» What this task involves
Please copy out the lines in the entries that contain "edges".

» Task inputs
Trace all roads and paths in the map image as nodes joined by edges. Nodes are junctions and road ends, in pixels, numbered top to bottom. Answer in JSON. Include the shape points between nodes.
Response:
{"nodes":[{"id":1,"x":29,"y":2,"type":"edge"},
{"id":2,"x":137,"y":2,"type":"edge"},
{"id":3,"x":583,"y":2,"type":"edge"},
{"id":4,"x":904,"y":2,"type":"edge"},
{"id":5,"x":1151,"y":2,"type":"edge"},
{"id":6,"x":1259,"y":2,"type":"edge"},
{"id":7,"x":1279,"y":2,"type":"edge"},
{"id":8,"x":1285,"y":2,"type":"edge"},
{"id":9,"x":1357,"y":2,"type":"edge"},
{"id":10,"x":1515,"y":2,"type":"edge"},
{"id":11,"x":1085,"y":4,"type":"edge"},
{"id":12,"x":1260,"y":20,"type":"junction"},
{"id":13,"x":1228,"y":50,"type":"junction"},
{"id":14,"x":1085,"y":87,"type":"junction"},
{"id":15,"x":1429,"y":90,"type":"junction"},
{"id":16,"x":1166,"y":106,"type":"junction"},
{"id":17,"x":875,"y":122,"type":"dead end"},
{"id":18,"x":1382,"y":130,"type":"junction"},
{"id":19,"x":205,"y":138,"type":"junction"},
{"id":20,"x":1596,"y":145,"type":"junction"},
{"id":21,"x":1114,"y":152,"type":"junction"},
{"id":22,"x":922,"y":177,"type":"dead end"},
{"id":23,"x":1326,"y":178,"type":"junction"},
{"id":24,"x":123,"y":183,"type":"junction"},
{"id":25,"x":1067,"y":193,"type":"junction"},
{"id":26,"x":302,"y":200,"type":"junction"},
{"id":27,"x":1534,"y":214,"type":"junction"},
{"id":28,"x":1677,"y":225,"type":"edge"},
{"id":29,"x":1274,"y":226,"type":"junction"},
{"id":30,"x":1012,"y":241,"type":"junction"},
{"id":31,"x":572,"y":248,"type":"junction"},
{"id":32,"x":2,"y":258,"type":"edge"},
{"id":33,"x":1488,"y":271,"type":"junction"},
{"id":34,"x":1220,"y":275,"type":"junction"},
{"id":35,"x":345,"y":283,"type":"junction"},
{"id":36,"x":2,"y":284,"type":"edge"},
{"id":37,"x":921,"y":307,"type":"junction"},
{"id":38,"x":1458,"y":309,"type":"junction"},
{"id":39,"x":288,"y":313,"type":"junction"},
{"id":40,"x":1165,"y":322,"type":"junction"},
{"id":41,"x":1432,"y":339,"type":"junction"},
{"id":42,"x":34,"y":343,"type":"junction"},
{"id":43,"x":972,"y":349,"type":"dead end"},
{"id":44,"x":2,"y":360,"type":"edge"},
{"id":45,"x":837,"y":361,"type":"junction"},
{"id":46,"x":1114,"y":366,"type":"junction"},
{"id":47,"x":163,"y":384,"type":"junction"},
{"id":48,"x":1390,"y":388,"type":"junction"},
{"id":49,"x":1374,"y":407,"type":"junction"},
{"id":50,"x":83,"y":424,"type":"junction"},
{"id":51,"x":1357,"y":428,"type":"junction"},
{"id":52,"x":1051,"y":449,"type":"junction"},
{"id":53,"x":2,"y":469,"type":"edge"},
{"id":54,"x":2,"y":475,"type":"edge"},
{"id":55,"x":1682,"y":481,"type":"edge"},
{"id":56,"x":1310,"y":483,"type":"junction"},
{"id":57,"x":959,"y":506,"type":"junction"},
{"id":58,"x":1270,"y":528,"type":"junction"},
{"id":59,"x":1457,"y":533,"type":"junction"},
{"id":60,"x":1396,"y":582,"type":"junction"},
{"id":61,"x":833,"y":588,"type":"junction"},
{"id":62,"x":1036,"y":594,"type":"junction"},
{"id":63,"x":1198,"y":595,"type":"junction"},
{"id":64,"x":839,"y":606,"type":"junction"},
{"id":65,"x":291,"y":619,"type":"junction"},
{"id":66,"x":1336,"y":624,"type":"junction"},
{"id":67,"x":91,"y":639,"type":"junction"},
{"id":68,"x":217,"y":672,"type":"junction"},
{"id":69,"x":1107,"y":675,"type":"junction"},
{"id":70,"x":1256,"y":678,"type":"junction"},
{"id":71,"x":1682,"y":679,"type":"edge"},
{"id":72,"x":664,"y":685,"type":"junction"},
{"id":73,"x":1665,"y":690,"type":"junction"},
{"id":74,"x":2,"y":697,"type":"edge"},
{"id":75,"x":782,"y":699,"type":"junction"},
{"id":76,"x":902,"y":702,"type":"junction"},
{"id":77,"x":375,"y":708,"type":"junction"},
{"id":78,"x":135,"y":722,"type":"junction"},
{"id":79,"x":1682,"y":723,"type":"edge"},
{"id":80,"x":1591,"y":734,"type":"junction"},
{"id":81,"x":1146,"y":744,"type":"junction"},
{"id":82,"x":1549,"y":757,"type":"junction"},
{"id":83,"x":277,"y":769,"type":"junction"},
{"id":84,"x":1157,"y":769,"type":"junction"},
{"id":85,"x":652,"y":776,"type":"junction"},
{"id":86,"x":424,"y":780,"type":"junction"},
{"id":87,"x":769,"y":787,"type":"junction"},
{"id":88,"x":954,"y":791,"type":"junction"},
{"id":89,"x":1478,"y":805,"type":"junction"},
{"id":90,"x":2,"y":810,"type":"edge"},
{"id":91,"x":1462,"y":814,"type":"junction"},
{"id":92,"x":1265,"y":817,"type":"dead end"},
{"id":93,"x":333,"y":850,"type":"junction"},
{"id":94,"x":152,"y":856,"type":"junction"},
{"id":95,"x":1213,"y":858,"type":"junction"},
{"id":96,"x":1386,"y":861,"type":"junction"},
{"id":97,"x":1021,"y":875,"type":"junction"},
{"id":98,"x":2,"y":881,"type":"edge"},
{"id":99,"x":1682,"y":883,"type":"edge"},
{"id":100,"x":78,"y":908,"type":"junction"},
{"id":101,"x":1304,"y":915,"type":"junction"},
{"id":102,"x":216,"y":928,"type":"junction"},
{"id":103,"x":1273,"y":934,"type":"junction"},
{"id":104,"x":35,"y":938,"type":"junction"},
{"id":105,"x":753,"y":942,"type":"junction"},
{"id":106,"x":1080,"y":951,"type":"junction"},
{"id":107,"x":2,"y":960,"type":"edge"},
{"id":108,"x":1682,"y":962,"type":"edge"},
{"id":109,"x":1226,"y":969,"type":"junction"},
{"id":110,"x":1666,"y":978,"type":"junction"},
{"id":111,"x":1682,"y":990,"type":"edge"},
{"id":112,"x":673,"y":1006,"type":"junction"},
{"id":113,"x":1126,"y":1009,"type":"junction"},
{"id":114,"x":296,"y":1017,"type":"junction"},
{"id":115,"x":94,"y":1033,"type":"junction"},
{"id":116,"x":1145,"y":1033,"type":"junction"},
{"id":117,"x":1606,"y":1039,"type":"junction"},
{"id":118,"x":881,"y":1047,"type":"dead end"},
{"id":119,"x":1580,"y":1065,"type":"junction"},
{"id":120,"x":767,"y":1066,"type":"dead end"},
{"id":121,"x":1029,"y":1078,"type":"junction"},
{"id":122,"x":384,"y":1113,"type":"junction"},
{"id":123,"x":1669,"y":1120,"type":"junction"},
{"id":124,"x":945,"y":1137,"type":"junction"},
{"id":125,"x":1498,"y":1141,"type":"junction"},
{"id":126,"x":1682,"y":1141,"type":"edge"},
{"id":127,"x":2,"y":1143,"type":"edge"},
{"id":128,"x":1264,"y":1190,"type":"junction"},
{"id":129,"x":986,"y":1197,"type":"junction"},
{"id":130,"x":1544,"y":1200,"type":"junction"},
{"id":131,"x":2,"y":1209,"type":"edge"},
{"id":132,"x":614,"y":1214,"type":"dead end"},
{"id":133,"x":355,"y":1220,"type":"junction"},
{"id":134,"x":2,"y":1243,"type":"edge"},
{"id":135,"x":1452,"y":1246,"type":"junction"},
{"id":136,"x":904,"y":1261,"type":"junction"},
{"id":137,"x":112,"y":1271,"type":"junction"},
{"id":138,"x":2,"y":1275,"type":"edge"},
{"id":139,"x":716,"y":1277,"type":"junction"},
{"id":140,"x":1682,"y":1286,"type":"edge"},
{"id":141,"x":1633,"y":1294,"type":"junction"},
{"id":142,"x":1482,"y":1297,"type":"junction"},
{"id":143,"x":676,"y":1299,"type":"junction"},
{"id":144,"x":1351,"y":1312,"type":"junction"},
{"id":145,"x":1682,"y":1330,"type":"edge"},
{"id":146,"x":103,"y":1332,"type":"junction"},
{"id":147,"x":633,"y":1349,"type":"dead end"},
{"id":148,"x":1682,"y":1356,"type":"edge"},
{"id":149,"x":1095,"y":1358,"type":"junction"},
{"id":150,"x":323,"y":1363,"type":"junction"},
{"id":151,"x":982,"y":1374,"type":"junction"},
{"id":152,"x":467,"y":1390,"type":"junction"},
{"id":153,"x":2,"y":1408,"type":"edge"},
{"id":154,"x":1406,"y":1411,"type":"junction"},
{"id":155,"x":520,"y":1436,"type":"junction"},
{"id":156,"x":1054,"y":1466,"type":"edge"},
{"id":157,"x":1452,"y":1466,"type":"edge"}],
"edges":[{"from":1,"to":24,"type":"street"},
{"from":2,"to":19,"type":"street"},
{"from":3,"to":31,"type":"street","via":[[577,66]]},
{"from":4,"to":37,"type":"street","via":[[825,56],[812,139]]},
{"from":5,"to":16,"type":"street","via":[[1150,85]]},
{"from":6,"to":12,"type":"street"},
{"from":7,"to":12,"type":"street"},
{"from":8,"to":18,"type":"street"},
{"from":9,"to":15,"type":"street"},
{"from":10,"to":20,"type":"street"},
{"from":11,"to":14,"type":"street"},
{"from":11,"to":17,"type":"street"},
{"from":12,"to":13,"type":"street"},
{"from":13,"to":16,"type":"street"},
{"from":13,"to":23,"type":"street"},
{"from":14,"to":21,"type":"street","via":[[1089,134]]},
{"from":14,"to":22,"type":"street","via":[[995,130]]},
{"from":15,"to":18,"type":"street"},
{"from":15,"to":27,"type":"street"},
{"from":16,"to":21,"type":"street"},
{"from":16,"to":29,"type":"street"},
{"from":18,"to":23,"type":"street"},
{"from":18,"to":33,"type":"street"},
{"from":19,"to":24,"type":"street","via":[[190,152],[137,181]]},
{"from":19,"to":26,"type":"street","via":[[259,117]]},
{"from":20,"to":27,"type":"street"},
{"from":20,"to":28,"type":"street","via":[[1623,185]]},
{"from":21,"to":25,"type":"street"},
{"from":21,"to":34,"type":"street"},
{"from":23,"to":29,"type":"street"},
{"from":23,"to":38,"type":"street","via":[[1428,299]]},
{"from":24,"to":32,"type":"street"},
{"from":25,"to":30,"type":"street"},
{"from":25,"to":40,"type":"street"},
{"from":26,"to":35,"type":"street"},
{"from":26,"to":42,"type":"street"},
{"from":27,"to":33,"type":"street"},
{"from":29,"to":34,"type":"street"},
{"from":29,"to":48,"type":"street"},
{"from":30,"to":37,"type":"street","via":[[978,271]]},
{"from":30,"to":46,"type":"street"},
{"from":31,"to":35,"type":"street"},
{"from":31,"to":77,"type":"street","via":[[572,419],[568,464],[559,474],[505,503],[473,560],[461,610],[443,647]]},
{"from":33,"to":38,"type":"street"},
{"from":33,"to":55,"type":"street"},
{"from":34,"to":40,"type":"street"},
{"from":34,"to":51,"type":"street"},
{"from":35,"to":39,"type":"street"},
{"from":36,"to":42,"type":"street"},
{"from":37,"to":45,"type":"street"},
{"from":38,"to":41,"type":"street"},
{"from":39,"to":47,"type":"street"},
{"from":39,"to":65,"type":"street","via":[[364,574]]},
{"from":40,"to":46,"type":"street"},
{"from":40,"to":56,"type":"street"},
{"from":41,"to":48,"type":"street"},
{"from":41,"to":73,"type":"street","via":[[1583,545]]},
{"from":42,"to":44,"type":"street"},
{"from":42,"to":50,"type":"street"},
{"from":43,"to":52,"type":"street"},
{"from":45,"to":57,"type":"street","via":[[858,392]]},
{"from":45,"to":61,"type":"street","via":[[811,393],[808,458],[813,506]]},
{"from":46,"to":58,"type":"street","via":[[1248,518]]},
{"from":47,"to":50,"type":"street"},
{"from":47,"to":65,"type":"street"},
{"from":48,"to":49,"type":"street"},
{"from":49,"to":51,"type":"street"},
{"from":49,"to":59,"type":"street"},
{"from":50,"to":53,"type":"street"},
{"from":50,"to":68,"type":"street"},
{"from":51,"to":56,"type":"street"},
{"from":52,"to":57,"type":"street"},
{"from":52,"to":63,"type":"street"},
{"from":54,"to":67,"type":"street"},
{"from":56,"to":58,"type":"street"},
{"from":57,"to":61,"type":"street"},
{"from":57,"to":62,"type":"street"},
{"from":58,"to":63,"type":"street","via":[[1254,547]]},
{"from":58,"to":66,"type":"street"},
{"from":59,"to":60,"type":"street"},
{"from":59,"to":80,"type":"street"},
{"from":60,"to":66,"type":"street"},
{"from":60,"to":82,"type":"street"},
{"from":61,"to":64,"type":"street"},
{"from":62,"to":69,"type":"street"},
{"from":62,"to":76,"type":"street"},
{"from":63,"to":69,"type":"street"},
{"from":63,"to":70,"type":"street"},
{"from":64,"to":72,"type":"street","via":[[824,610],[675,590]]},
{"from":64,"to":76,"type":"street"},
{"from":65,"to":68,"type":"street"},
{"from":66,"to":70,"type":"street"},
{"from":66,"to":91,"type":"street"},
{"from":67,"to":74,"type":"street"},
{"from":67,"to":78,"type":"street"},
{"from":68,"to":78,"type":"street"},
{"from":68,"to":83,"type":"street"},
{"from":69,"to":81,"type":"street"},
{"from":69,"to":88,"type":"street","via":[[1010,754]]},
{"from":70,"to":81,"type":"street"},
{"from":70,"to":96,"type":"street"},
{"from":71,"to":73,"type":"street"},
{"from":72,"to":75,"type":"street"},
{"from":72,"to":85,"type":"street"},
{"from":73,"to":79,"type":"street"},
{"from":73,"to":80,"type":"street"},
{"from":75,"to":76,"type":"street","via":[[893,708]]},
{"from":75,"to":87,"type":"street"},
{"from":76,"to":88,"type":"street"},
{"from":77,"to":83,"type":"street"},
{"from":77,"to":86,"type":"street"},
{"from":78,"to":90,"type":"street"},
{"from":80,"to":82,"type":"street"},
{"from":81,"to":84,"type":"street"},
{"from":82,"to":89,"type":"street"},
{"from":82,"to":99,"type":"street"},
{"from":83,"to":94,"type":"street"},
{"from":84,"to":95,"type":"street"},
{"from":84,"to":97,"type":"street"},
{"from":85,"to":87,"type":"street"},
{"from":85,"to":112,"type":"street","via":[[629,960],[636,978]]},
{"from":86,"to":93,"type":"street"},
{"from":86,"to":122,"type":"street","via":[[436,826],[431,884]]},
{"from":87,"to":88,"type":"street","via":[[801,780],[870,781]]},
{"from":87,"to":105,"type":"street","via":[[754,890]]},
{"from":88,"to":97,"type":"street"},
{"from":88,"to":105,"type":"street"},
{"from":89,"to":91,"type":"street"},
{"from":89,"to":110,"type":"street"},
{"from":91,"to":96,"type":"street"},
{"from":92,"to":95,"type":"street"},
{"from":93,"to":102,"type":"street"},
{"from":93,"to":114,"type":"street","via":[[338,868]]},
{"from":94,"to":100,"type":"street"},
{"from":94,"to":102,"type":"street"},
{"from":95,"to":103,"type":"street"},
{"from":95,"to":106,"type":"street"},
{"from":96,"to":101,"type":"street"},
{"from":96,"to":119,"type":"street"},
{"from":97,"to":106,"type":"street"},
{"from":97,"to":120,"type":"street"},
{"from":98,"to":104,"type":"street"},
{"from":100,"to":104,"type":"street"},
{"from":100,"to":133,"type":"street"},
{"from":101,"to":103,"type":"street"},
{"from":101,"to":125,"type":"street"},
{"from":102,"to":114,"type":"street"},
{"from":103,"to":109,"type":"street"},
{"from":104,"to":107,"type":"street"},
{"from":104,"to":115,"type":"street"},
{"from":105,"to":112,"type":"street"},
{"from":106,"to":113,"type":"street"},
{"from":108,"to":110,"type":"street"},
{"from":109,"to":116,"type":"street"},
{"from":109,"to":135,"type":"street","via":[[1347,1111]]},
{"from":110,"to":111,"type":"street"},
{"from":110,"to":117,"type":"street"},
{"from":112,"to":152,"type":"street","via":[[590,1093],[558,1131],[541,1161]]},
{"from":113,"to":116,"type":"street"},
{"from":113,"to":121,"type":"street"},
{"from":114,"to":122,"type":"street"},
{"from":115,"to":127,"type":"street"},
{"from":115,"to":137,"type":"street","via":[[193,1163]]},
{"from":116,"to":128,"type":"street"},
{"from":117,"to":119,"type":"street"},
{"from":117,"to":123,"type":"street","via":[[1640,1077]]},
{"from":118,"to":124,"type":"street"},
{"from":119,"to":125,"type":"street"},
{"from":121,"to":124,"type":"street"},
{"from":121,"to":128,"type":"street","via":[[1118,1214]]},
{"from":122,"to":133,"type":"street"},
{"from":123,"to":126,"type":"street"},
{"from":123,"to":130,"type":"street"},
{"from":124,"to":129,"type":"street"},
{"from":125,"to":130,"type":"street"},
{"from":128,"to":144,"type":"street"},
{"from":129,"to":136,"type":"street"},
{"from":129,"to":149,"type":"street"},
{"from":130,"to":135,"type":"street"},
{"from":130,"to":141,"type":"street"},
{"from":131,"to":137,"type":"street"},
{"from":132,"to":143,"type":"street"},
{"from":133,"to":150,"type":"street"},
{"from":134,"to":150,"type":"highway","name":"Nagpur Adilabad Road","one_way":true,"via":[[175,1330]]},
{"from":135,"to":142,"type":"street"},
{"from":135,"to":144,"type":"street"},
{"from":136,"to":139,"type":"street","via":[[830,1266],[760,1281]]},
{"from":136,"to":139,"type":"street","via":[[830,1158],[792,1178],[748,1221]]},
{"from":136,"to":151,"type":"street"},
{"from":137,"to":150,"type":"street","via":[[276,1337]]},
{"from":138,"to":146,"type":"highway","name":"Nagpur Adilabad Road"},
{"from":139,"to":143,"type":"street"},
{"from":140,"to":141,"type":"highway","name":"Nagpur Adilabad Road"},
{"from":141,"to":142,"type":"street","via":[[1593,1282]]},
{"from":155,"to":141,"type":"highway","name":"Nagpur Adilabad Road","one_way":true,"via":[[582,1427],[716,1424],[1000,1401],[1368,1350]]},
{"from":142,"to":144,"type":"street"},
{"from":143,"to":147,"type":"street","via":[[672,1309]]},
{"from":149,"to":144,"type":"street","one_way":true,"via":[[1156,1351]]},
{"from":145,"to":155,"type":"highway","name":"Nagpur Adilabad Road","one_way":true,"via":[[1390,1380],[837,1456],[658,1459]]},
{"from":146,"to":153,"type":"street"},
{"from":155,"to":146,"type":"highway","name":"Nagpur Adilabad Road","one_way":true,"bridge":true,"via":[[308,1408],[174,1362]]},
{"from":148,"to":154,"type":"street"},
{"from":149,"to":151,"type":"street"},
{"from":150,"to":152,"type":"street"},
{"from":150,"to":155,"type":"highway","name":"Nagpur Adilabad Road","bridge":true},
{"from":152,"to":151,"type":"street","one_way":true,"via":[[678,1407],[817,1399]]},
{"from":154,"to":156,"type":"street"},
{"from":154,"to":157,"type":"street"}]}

» Solved problem
Trace all roads and paths in the map image as nodes joined by edges. Nodes are junctions and road ends, in pixels, numbered top to bottom. Answer in JSON. Include the shape points between nodes.
"edges":[{"from":1,"to":24,"type":"street"},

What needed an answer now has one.